# Pruning with our automatic structured Pruning framework
Welcome to an end-to-end example for magnitude-based weight pruning

**Summary**

In this tutorial, you will:

* Train a tf.keras model for CIFAR10 from scratch.
* Fine tune the model by applying the pruning Framework and see the accuracy.
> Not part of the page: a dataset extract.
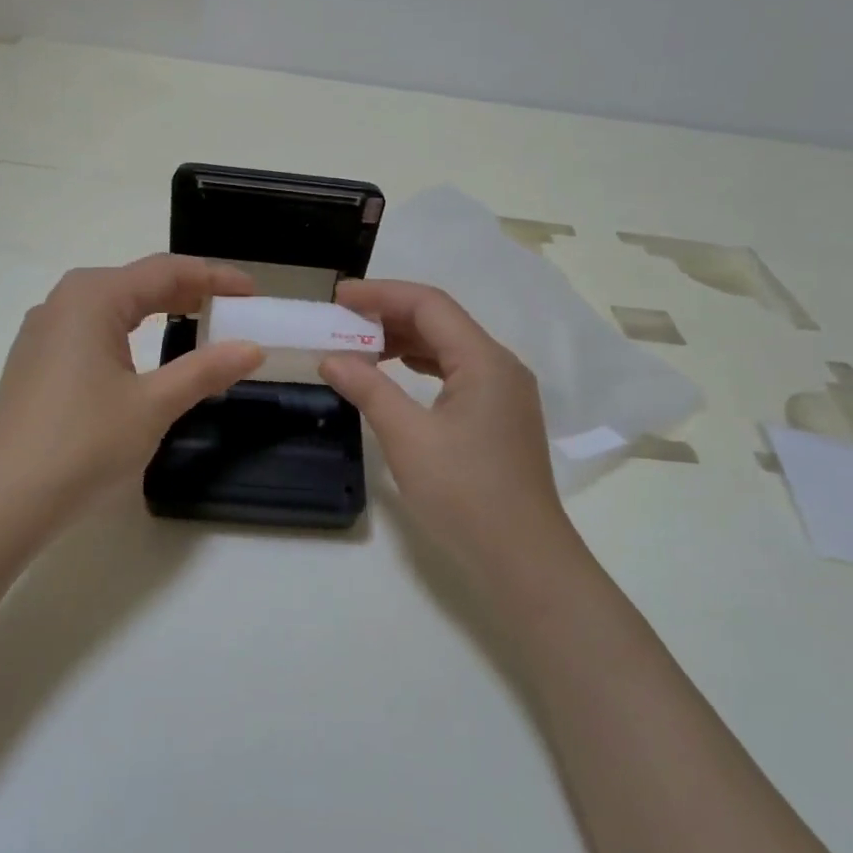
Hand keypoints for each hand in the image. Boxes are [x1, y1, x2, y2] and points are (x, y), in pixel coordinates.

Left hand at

If you want to execute this notebook in Google Colab, uncomment the code below.

In [1]:
import sys

if 'google.colab' in sys.modules:
    !git clone https://github.com/Hahn-Schickard/Automatic-Structured-Pruning
    !echo $CWD
    sys.path.append("Automatic-Structured-Pruning/src")
else:
    sys.path.append("../src")
    
import pruning

## Train a model for CIFAR10 without pruning
Download and prepare the CIFAR10 dataset.
The CIFAR10 dataset contains 60,000 color images in 10 classes, with 6,000 images in each class. The dataset is divided into 50,000 training images and 10,000 testing images. The classes are mutually exclusive and there is no overlap between them.

Create the convolutional base
The 6 lines of code below define the convolutional base using a common pattern: a stack of Conv2D and MaxPooling2D layers.
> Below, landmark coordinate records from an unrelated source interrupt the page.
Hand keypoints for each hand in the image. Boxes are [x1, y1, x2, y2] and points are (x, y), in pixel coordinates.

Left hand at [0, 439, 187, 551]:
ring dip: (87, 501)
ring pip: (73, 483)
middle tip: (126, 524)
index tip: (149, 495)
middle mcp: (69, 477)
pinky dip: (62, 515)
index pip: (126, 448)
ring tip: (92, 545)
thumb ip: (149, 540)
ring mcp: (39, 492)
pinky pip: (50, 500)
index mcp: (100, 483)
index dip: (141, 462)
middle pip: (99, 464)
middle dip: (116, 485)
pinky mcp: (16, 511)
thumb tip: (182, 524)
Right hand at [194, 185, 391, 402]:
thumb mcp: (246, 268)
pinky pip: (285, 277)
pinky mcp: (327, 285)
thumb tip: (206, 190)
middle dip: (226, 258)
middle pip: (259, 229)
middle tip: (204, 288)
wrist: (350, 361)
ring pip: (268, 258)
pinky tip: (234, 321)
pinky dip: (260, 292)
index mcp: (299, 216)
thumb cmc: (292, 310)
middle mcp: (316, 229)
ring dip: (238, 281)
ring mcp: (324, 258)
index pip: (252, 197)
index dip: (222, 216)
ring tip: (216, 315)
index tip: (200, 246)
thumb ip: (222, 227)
As input, a CNN takes tensors of shape (image_height, image_width, color_channels), ignoring the batch size. If you are new to these dimensions, color_channels refers to (R,G,B). In this example, you will configure our CNN to process inputs of shape (32, 32, 3), which is the format of CIFAR images. You can do this by passing the argument input_shape to our first layer.
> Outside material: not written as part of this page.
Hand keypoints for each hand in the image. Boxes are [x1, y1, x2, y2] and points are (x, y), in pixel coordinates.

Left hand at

To complete our model, you will feed the last output tensor from the convolutional base (of shape (4, 4, 64)) into one or more Dense layers to perform classification. Dense layers take vectors as input (which are 1D), while the current output is a 3D tensor. First, you will flatten (or unroll) the 3D output to 1D, then add one or more Dense layers on top. CIFAR has 10 output classes, so you use a final Dense layer with 10 outputs and a softmax activation.

In [1]:
import tensorflow as tf
from tensorflow.keras import datasets, layers, models


(train_images, train_labels), (test_images, test_labels) = datasets.cifar10.load_data()

# Normalize pixel values to be between 0 and 1
train_images, test_images = train_images / 255.0, test_images / 255.0

model = models.Sequential()
model.add(layers.Conv2D(32, (3, 3), activation='relu', input_shape=(32, 32, 3)))
model.add(layers.MaxPooling2D((2, 2)))
model.add(layers.Conv2D(64, (3, 3), activation='relu'))
model.add(layers.MaxPooling2D((2, 2)))
model.add(layers.Conv2D(64, (3, 3), activation='relu'))
model.add(layers.MaxPooling2D((2, 2)))
model.add(layers.Flatten())
model.add(layers.Dense(64, activation='relu'))
model.add(layers.Dropout(0.3))
model.add(layers.Dense(32, activation='relu'))
model.add(layers.Dropout(0.25))
model.add(layers.Dense(10, activation='softmax'))

model.summary()

Model: "sequential"
_________________________________________________________________
Layer (type)                 Output Shape              Param #   
conv2d (Conv2D)              (None, 30, 30, 32)        896       
_________________________________________________________________
max_pooling2d (MaxPooling2D) (None, 15, 15, 32)        0         
_________________________________________________________________
conv2d_1 (Conv2D)            (None, 13, 13, 64)        18496     
_________________________________________________________________
max_pooling2d_1 (MaxPooling2 (None, 6, 6, 64)          0         
_________________________________________________________________
conv2d_2 (Conv2D)            (None, 4, 4, 64)          36928     
_________________________________________________________________
max_pooling2d_2 (MaxPooling2 (None, 2, 2, 64)          0         
_________________________________________________________________
flatten (Flatten)            (None, 256)               0

Above, you can see that the output of every Conv2D and MaxPooling2D layer is a 3D tensor of shape (height, width, channels). The width and height dimensions tend to shrink as you go deeper in the network. The number of output channels for each Conv2D layer is controlled by the first argument (e.g., 32 or 64). Typically, as the width and height shrink, you can afford (computationally) to add more output channels in each Conv2D layer.
As you can see, our (4, 4, 64) outputs were flattened into vectors of shape (1024) before going through two Dense layers.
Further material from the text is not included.